Medindo a produtividade

Pesquisa aborda a produtividade da mão-de-obra; soluções para medir desempenho são as mais procuradas. Para metade dos varejistas, rendimento da equipe é diferencial competitivo

Com o crescimento da economia na América Latina e a ascensão da nova Classe C brasileira, os varejistas precisam criar novas experiências em suas lojas para atrair os clientes e criar fidelidade de longo prazo. E esta iniciativa passa, necessariamente, por uma melhor qualificação em seu time de colaboradores.

Produtividade

A palavra é produtividade. Para 50% dos varejistas, a produtividade de sua equipe é seu maior diferencial competitivo. Foi o que detectou uma pesquisa encomendada pela Kronos, no México e no Brasil.

A Kronos está interessada em saber como o varejista brasileiro gerencia sua força de trabalho. A empresa, que comercializa soluções para otimização do tempo e desenvolvimento de estratégias de gestão de equipes, percebeu que o mercado de varejo brasileiro acumula perdas pela falta de controle e má administração da sua mão-de-obra. “Mão de obra é chave no varejo”, adianta Luis Moura, diretor de operações da Kronos para o Brasil e o Caribe. Ao adaptar ferramentas tecnológicas à gestão das equipes, a Kronos consegue monitorar a produtividade e medir desempenhos – que já faz em cem países. “Percebemos que agora os varejistas brasileiros começam a perceber o quanto este tipo de consulta é valiosa, e temos aumentado a implementação de soluções desse tipo”, comenta.

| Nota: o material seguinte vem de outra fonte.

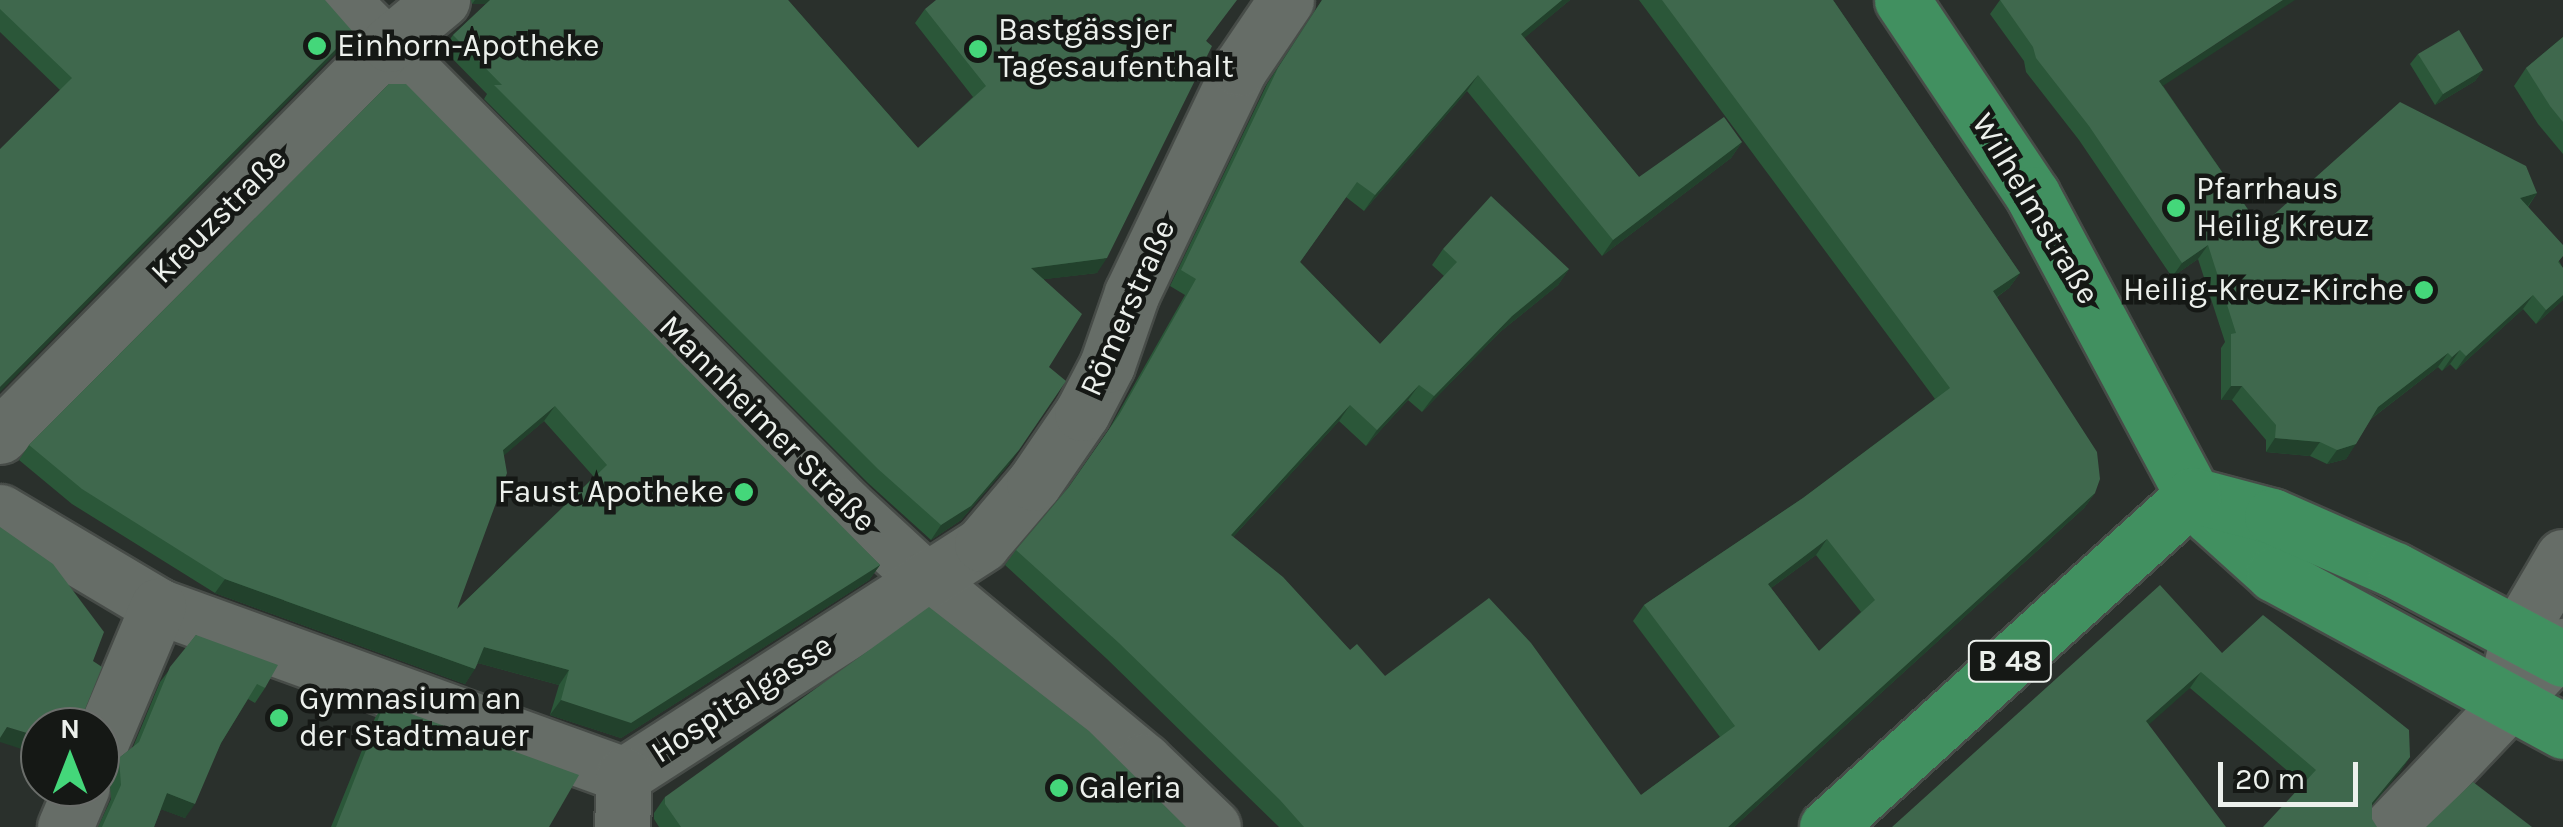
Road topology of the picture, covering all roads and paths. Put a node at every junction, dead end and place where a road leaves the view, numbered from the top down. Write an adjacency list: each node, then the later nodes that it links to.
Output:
1 (341, 0): 5 (street, Mannheimer Straße)
2 (442, 0): 5 (street, Kreuzstraße)
3 (1286, 0): 12 (street, Römerstraße)
4 (1902, 0): 6 (main road, Wilhelmstraße)
5 (389, 44): 7 (street, Kreuzstraße); 12 (street, Mannheimer Straße)
6 (2157, 424): 8 (main road, Wilhelmstraße); 10 (main road, Wilhelmstraße)
7 (0, 436)
8 (2193, 495): 10 (main road, Wilhelmstraße); 15 (main road, Wilhelmstraße); 20 (main road, B 48)
9 (0, 512): 13 (street, Hospitalgasse)
10 (2272, 516): 14 (main road, Wilhelmstraße)
11 (2563, 557): 14 (street)
12 (925, 579): 18 (street, Hospitalgasse); 19 (street, Mannheimer Straße)
13 (158, 606): 16 (street); 18 (street, Hospitalgasse)
14 (2550, 648): 15 (street)
15 (2511, 700): 17 (main road, Wilhelmstraße); 21 (street)
16 (116, 707)
17 (2563, 731)
18 (623, 801)
19 (1213, 827)
20 (1827, 827)
21 (2391, 827)

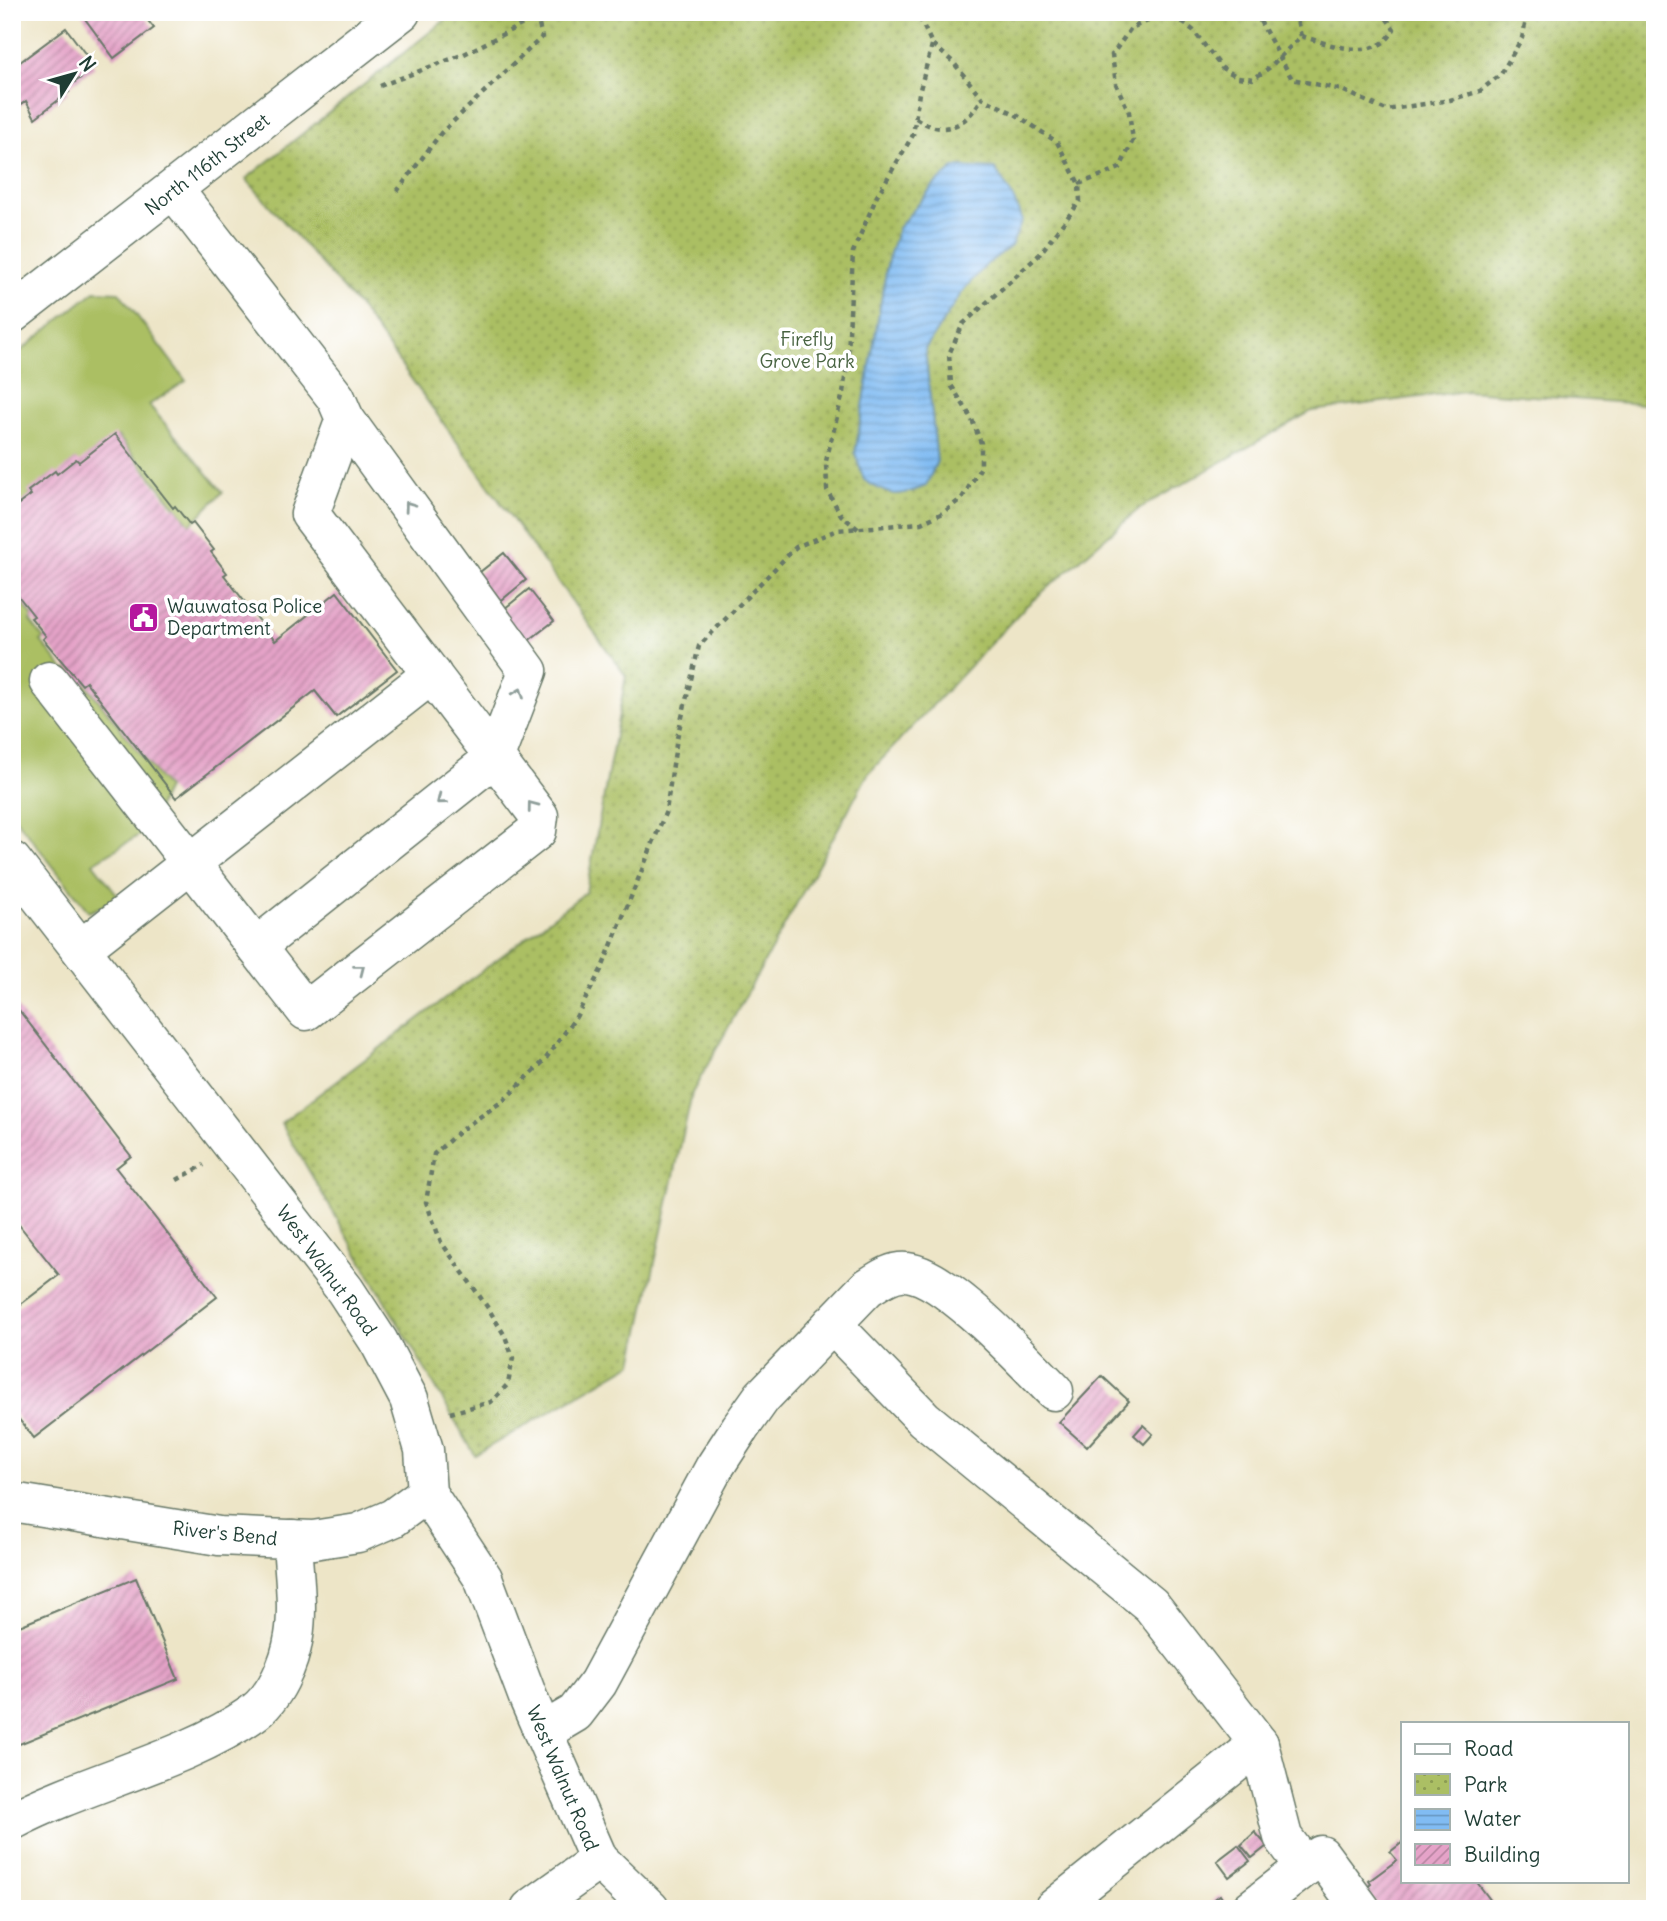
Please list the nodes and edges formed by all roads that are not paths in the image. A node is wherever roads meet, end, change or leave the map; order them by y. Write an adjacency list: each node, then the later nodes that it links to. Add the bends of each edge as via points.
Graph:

De volta ao estudo, 57% dos entrevistados descrevem a meta de sua tecnologia de gestão da força de trabalho como “colocar a pessoa certa, no lugar certo e na hora certa” para criar uma experiência diferenciada para o cliente.

Sistemas Automatizados

Por outro lado, com apenas cerca de 30% das empresas usando sistemas automatizados, muitas organizações perdem as oportunidades para melhorar a produtividade, o serviço ao cliente e o alinhamento da força de trabalho com a demanda dos consumidores. No que diz respeito às soluções de tempo e comparecimento totalmente automatizadas, em um rápido comparativo com os varejistas mexicanos, eles estão muito à frente dos brasileiros (47% e 23% respectivamente).

Ainda segundo informações colhidas junto aos varejistas, para cativar seus consumidores, é preciso analisar opções como automatizar e integrar seus sistemas de gestão da força de trabalho. Só assim será possível unir esses dados com os dos clientes, o que facilitará a tomada de decisões em tempo real, necessárias para criar mais envolvimento e experiências mais rentáveis com os clientes.